With his amazing performances averaging 20-plus points and nearly double-digit assists per game during the ongoing winning run, the 23-year-old Harvard graduate has captured the hearts of Knicks fans and the attention of the national media in the United States.

As an Asian-American hoop player, the so-called "Linsanity" has also spread across the Pacific Ocean to solicit support of millions of basketball fans in Asia, especially those in Taiwan because of his connection to the country.

Both of Lin's parents are from central Taiwan's Changhua County, later immigrating to the U.S. decades ago where Lin was born and raised.

Though not fluent, Lin can also speak Mandarin Chinese and has traveled to Taiwan several times, visiting his parents' family as well as to coach young players.

Because of the special bond, Taiwanese people consider him a local son and a "Pride of Taiwan." An estimated 1 million people, both hoop fans and non-hoop fans, have been closely watching his games. A tremendous amount of media coverage is following every move of the promising young player.

The rising NBA star is definitely something worth being happy about for Taiwanese, and his underdog story is equally inspiring for all.

We must point out, however, that it is still somewhat of a stretch for some local media in calling him a "Pride of Taiwan," or likening him to Taiwan-native former Yankees ace hurler Chien-Ming Wang or No.1 female golfer Yani Tseng.
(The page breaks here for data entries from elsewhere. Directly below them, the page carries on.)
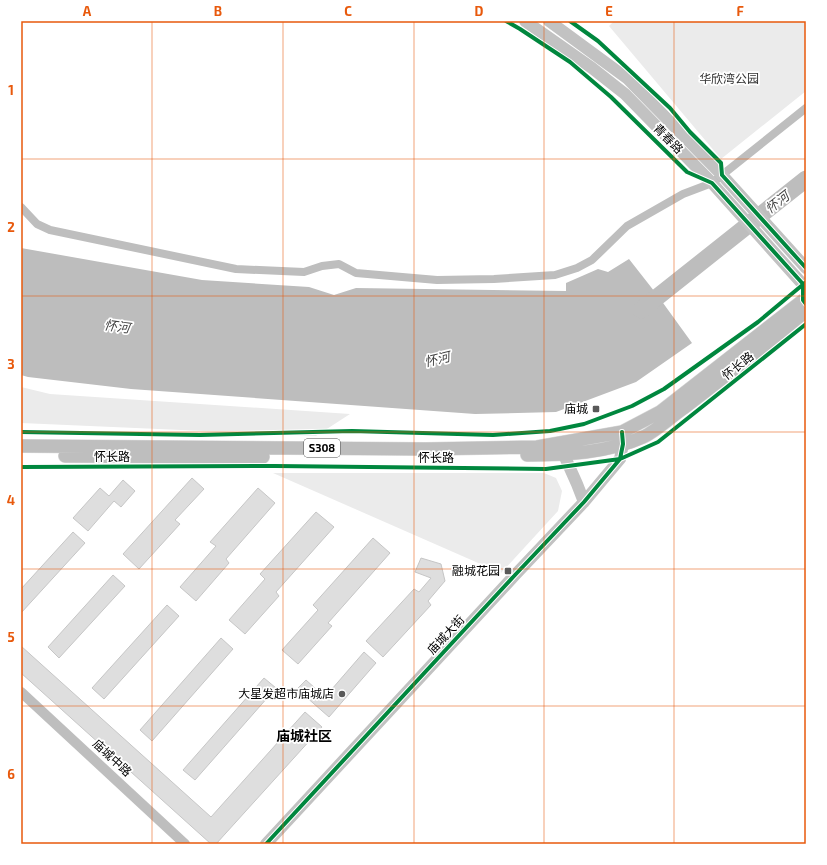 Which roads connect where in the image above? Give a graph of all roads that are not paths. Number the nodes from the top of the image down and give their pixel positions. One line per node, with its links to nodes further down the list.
1 (525, 21): 5 (main road, 青春路)
2 (549, 21): 4 (main road, 青春路)
3 (806, 108): 4 (street)
4 (722, 175): 5 (street); 7 (main road, 青春路)
5 (712, 183): 6 (street); 8 (main road, 青春路)
6 (21, 207)
7 (806, 268)
8 (805, 286)
9 (806, 298): 11 (main road, 怀长路 / S308)
10 (806, 311): 11 (main road, 怀长路 / S308)
11 (623, 438): 12 (main road, 怀长路 / S308); 15 (main road, 怀长路 / S308); 16 (main road, 庙城大街)
12 (558, 443): 13 (main road, 怀长路 / S308); 15 (main road)
13 (21, 446)
14 (21, 455): 15 (main road, 怀长路 / S308)
15 (565, 455): 16 (main road)
16 (584, 502): 19 (main road, 庙城大街)
17 (21, 692): 18 (street, 庙城中路)
18 (184, 844)
19 (266, 844) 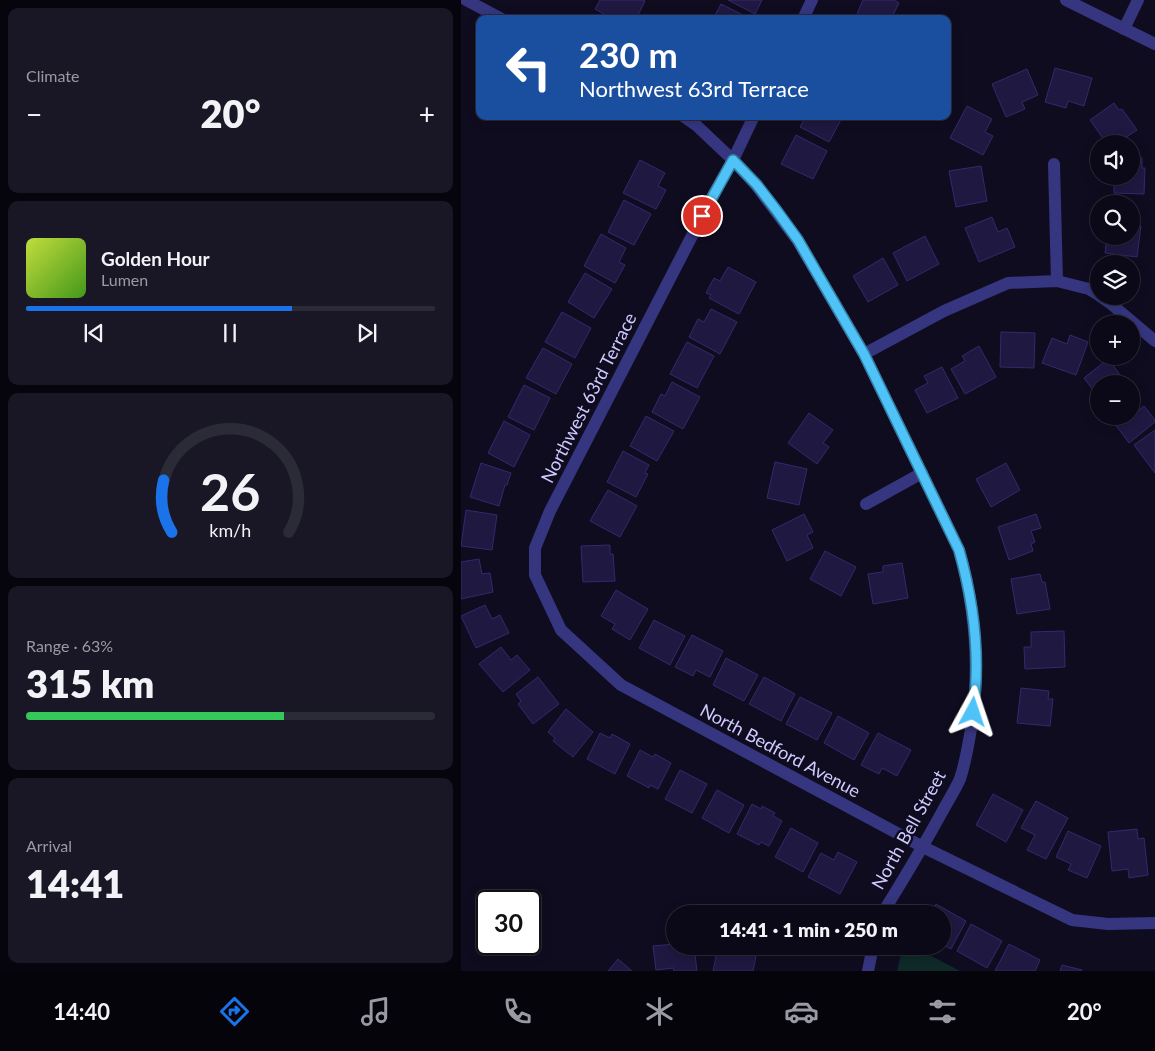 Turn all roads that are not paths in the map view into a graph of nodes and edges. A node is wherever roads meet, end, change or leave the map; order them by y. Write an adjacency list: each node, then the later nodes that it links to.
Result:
1 (466, 0): 5 (street)
2 (812, 0): 6 (street)
3 (1067, 0): 7 (street)
4 (1138, 0): 7 (street)
5 (494, 15)
6 (805, 15)
7 (1124, 29): 8 (street)
8 (1155, 44)
9 (689, 120): 11 (street, North Bell Street)
10 (752, 120): 11 (street, Northwest 63rd Terrace)
11 (733, 160): 17 (street, North Bell Street); 20 (street, Northwest 63rd Terrace)
12 (1054, 164): 13 (street)
13 (1057, 281): 14 (street); 17 (street)
14 (1090, 290)
15 (1110, 305): 16 (street)
16 (1153, 339)
17 (864, 354): 18 (street, North Bell Street)
18 (922, 473): 19 (street); 21 (street, North Bell Street)
19 (866, 504)
20 (621, 685): 21 (street, North Bedford Avenue)
21 (923, 847): 22 (street, North Bell Street); 23 (street, North Bedford Avenue)
22 (888, 905)
23 (1155, 922)
24 (871, 955): 25 (street)
25 (868, 971) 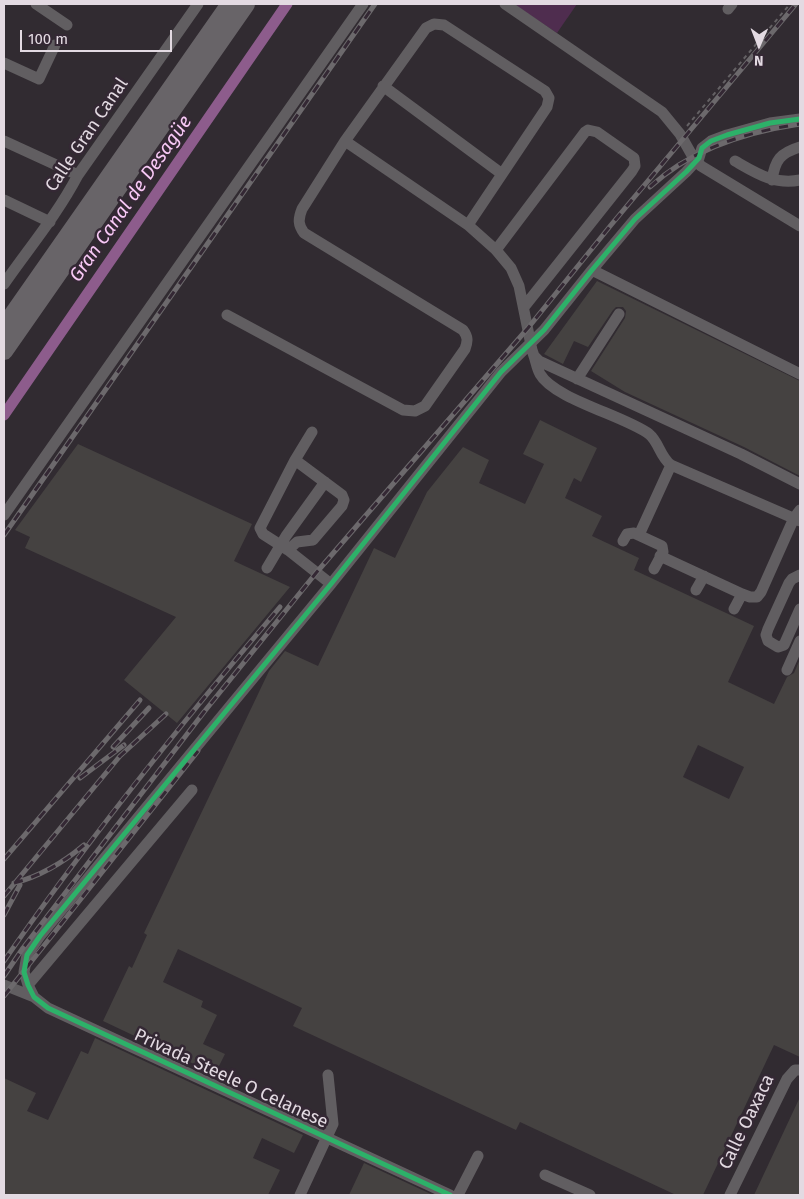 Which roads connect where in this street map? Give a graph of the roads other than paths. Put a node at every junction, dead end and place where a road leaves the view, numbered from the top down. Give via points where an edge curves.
1 (36, 4) edge
2 (198, 4) edge
3 (230, 4) edge
4 (246, 4) edge
5 (363, 4) edge
6 (505, 4) edge
7 (67, 25) dead end
8 (55, 45) dead end
9 (4, 63) edge
10 (383, 86) junction
11 (800, 119) edge
12 (4, 141) edge
13 (345, 141) junction
14 (800, 147) edge
15 (735, 161) dead end
16 (696, 162) junction
17 (502, 174) junction
18 (78, 175) junction
19 (772, 180) junction
20 (800, 180) edge
21 (4, 200) edge
22 (50, 222) junction
23 (468, 225) junction
24 (800, 226) edge
25 (496, 250) junction
26 (592, 270) junction
27 (5, 279) edge
28 (524, 307) junction
29 (619, 314) dead end
30 (227, 315) dead end
31 (4, 327) edge
32 (531, 343) junction
33 (4, 351) edge
34 (534, 356) junction
35 (800, 374) edge
36 (577, 379) junction
37 (312, 432) dead end
38 (295, 460) junction
39 (671, 465) junction
40 (325, 482) junction
41 (800, 484) edge
42 (4, 515) edge
43 (797, 522) edge
44 (640, 536) junction
45 (623, 541) dead end
46 (284, 547) junction
47 (660, 556) junction
48 (267, 568) dead end
49 (654, 569) dead end
50 (800, 575) edge
51 (704, 576) junction
52 (331, 584) junction
53 (696, 590) dead end
54 (742, 594) junction
55 (734, 609) dead end
56 (800, 609) edge
57 (800, 641) edge
58 (787, 670) dead end
59 (192, 790) dead end
60 (4, 985) edge
61 (28, 985) junction
62 (34, 998) junction
63 (800, 1070) edge
64 (328, 1075) dead end
65 (326, 1138) junction
66 (478, 1156) dead end
67 (545, 1175) dead end
68 (573, 1192) edge
69 (300, 1195) edge
70 (450, 1195) edge
71 (458, 1195) edge
72 (590, 1195) edge
73 (730, 1195) edge

1 - 7 street
2 - 18 street, Calle Gran Canal
3 - 31 highway
4 - 33 highway
5 - 42 street
6 - 16 street via 662,112 680,134
8 - 9 street via 39,79
10 - 13 street
10 - 17 street
10 - 17 street via 426,28 439,23 545,91 549,98 547,107
11 - 16 street via 763,125 711,141 702,148
12 - 18 street
13 - 23 street
13 - 30 street via 302,209 300,228 463,330 468,339 464,349 425,406 409,412
14 - 19 street via 780,157
15 - 19 street
16 - 24 street
16 - 26 street via 635,219
17 - 23 street
18 - 22 street, Calle Gran Canal
19 - 20 street
21 - 22 street
22 - 27 street, Calle Gran Canal
23 - 25 street
25 - 28 street via 516,276
25 - 28 street via 584,132 597,132 634,158 632,171
26 - 32 street
26 - 35 street
28 - 32 street
29 - 36 street
32 - 34 street
32 - 52 street via 501,372
34 - 36 street
34 - 39 street via 544,380 578,400 647,432
36 - 41 street
37 - 38 street
38 - 40 street
38 - 46 street via 260,528 263,534
39 - 43 street
39 - 44 street
40 - 46 street
40 - 46 street via 342,495 344,503 313,540
43 - 54 street via 761,592 754,598
44 - 45 street via 629,533
44 - 47 street via 662,546
46 - 48 street
46 - 52 street
47 - 49 street
47 - 51 street
50 - 56 street via 789,583 768,629 768,641 778,647 784,646
51 - 53 street
51 - 54 street
52 - 61 street via 40,936 27,955 24,972
54 - 55 street
57 - 58 street
59 - 61 street
60 - 62 street, Privada Steele O Celanese
61 - 62 street
62 - 65 street, Privada Steele O Celanese via 85,1026
63 - 73 street, Calle Oaxaca via 795,1070 787,1079
64 - 65 street via 333,1124
65 - 69 street
65 - 70 street, Privada Steele O Celanese
66 - 71 street
67 - 68 street
68 - 72 street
After all, Lin is a through-and-through American and Taiwan has contributed very little in the making of the overnight-sensation, which is totally different from the cases of Wang and Tseng, both of whom received training here and began their early professional careers locally.

Instead of cheering Lin solely because of his association with Taiwan, what we should learn from him is how he is able to excel in the highly competitive NBA in which very few players are of Asian descent. …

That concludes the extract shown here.